Muita gente deve achar estranho marcar uma inauguração de fábrica no dia 31 de dezembro. Menos o povo chinês, que em 2008 comemorou a passagem de ano no dia 7 de fevereiro.
O último dia de dezembro foi um dia de trabalho típico na agenda de Zhou Yu, que veio ao Brasil para inaugurar e ser o presidente da Moto Traxx, a primeira fábrica de motocicletas chinesa bancada por por chineses.
Até agora, as fábricas de motos que surgiram na Zona Franca de Manaus a partir da nova fase de investimentos no setor eram empresas de investidores brasileiros que trazem peças da China. É o caso da Sundown e da recém-chegada Dafra, que pertence ao grupo Itavema. Essas empresas contam com mais de um fornecedor de componentes na China. E seus investidores fazem questão de salientar que são brasileiros.

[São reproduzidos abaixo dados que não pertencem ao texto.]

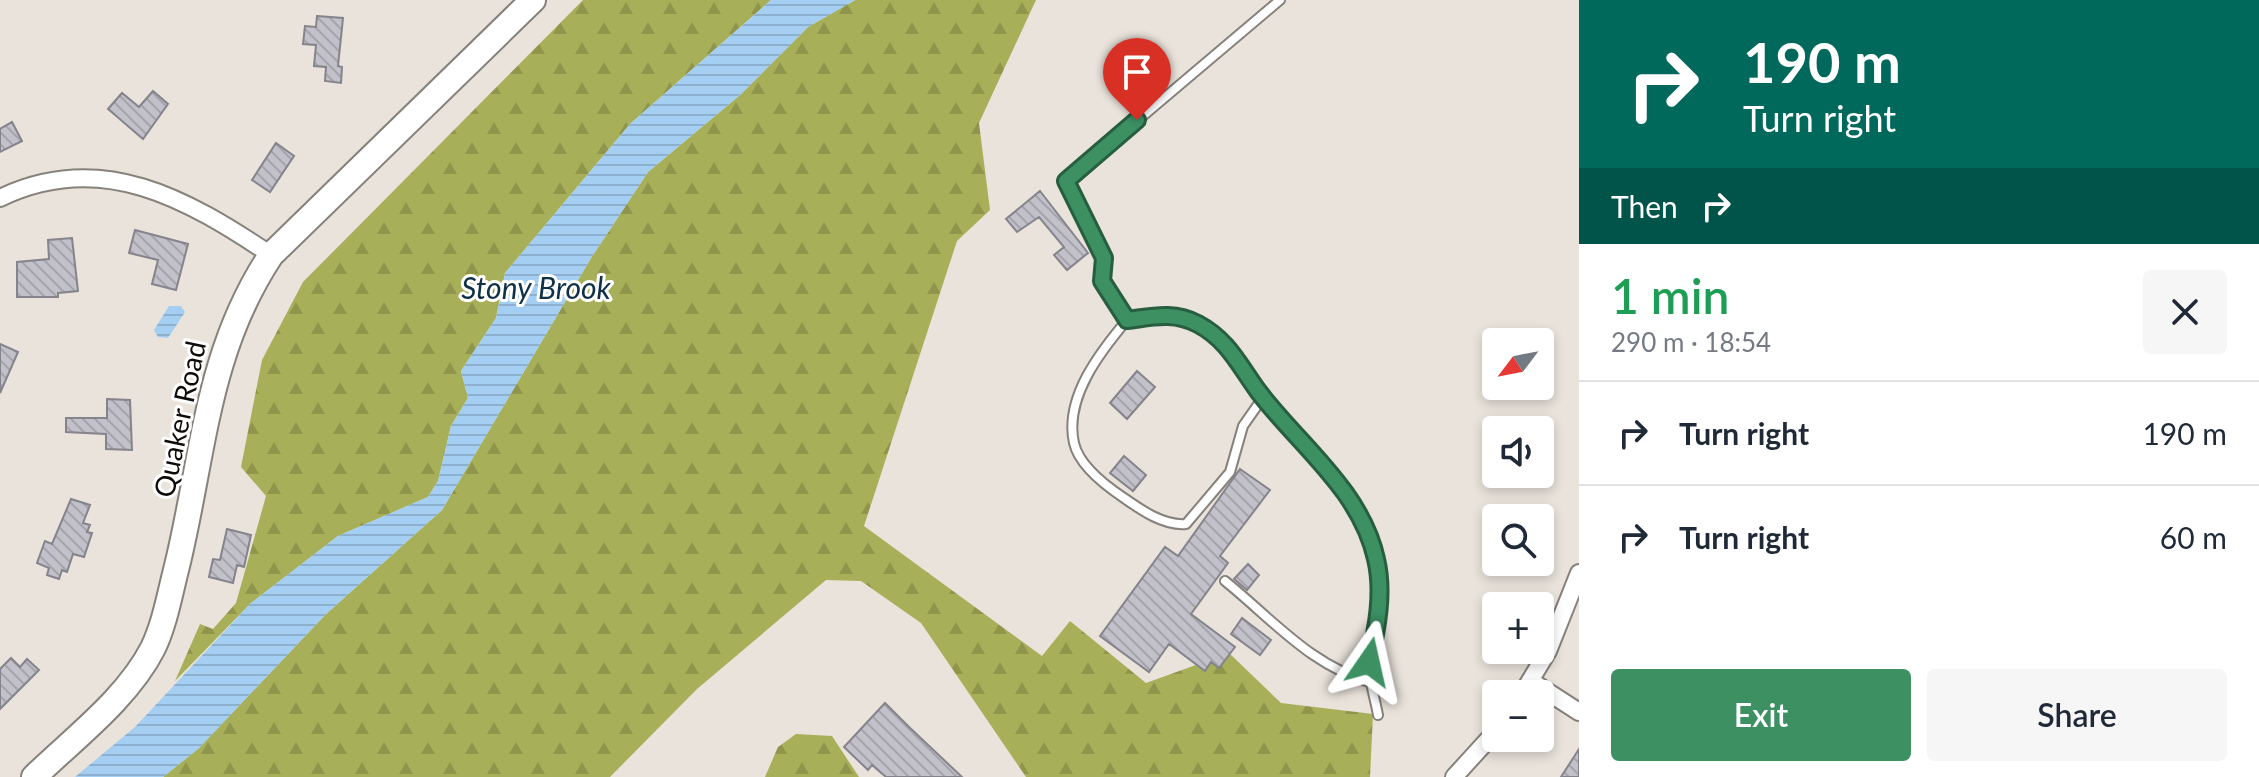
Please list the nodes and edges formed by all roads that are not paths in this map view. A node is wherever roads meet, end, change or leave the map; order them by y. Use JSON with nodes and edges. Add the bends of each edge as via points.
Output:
{"nodes":[{"id":1,"x":533,"y":0,"type":"edge"},
{"id":2,"x":1280,"y":0,"type":"edge"},
{"id":3,"x":0,"y":198,"type":"edge"},
{"id":4,"x":271,"y":255,"type":"junction"},
{"id":5,"x":1127,"y":320,"type":"junction"},
{"id":6,"x":1264,"y":396,"type":"junction"},
{"id":7,"x":1579,"y":573,"type":"edge"},
{"id":8,"x":1225,"y":581,"type":"dead end"},
{"id":9,"x":1530,"y":680,"type":"edge"},
{"id":10,"x":1373,"y":683,"type":"junction"},
{"id":11,"x":1554,"y":701,"type":"edge"},
{"id":12,"x":1579,"y":712,"type":"edge"},
{"id":13,"x":1378,"y":715,"type":"dead end"},
{"id":14,"x":1482,"y":746,"type":"edge"},
{"id":15,"x":34,"y":777,"type":"edge"},
{"id":16,"x":1454,"y":777,"type":"edge"}],
"edges":[{"from":1,"to":4,"type":"street","name":"Quaker Road"},
{"from":2,"to":5,"type":"lane","via":[[1066,181],[1104,258],[1102,281]]},
{"from":3,"to":4,"type":"street","via":[[43,182],[69,179],[133,184],[185,202]]},
{"from":4,"to":15,"type":"street","name":"Quaker Road","via":[[248,290],[223,348],[193,499],[154,645],[129,685]]},
{"from":5,"to":6,"type":"lane","via":[[1171,315],[1198,324],[1233,352]]},
{"from":5,"to":6,"type":"lane","via":[[1089,371],[1075,416],[1074,442],[1080,457],[1110,488],[1139,509],[1186,524],[1230,472],[1243,426]]},
{"from":6,"to":10,"type":"lane","via":[[1336,482],[1370,536],[1379,591],[1369,662]]},
{"from":7,"to":9,"type":"street","via":[[1565,615]]},
{"from":8,"to":10,"type":"lane","via":[[1308,652],[1343,676]]},
{"from":10,"to":13,"type":"lane"},
{"from":11,"to":12,"type":"street"},
{"from":14,"to":16,"type":"street"}]}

A Moto Traxx é diferente. É uma marca do grupo chinês Jialing, que fabrica mais de um milhão de motocicletas por ano na China e dono de um faturamento anual de US$ 5 bilhões. O nome Traxx é usado nas fábricas que a companhia tem fora do país de origem. São cinco até agora.
Seus representantes fazem questão de esclarecer que o capital do investimento inicial, de US$ 10 milhões, é totalmente chinês. Da China vieram, além de Zhou Yu, o diretor industrial e o diretor financeiro. Para o comando da área de vendas, os chineses decidiram buscar um executivo brasileiro e "roubaram" da concorrente Sundown Rogério Scialo, um profissional que também já passou pela Kasinski.
A fábrica que os chineses inauguraram na Zona Franca de Manaus no último dia do ano passado vai permitir que a marca Traxx, que estreou no mercado brasileiro há cinco anos vendendo desde então apenas produtos importados, dobre já neste ano o volume de vendas que em 2007 somou 20 mil unidades.
Isso é ainda muito pouco em um mercado que chegou a 1,734 milhão de unidades em 2007. Mas, apoiados nas oportunidades que uma fábrica na Zona Franca pode garantir, os representantes da Traxx fazem projeções bem semelhantes às dos seus concorrentes mais diretos.
A idéia é daqui a cinco anos alcançar uma participação de pelo menos 10% . Pelos cálculos de Scialo, em 2012, a venda de motos no Brasil chegará a 3,2 milhões de unidades.
Já atuam no mercado brasileiro 29 importadores de motocicletas. Boa parte com oferece produto chinês. Mas todos estão ainda muito longe de roubar a liderança da Honda, que fechou 2007 com 79,8% das vendas de motos no país. Sua concorrente mais próxima, a Yamaha, outra japonesa, ficou com 14,2%, seguida de longe pela Sundown , que com 5,5% puxa a lista dos novos participantes desse mercado.
Scialo aposta que passada a fase que ele chama de "depuração do mercado", não restarão no país mais do que 15 marcas de motocicletas. Para ele, devem sair da disputa empresas que vieram ao país para "aproveitar" a oportunidade do dólar baixo e da expansão do crédito.
O executivo lembra que a estrutura necessária para que os negócios deslanchem no país é cara. "Só vai continuar crescendo quem, tiver essa estrutura, com tecnologia", destaca.
Numa área em 50 mil metros quadrados da Zona Franca, a Moto Traxx planeja elevar a oferta de modelos - hoje concentrada nos veículos menores, de 125 cc a 250 cc. Os planos são aumentar a variedade de modelos dos atuais quatro para 12, incluindo versões maiores, de 650 cc.
O grupo chinês planeja exportar as motos maiores para os Estados Unidos. Dessa forma, o mercado americano, onde já chegam motos da Jialing produzidas na China, passaria a ser atendido pela fábrica brasileira.
Para que esse plano de expansão dê certo, a Traxx prepara um programa de investimentos adicional de US$ 15 milhões. Para essa fase está previsto dobrar o número de funcionários dos atuais 200 para 400 e elevar a quantidade de peças compradas no Brasil para mais de 40% do valor da motocicleta. Segundo Scialo, a empresa quer ultrapassar rapidamente os limites mínimos de nacionalização exigidos na Zona Franca.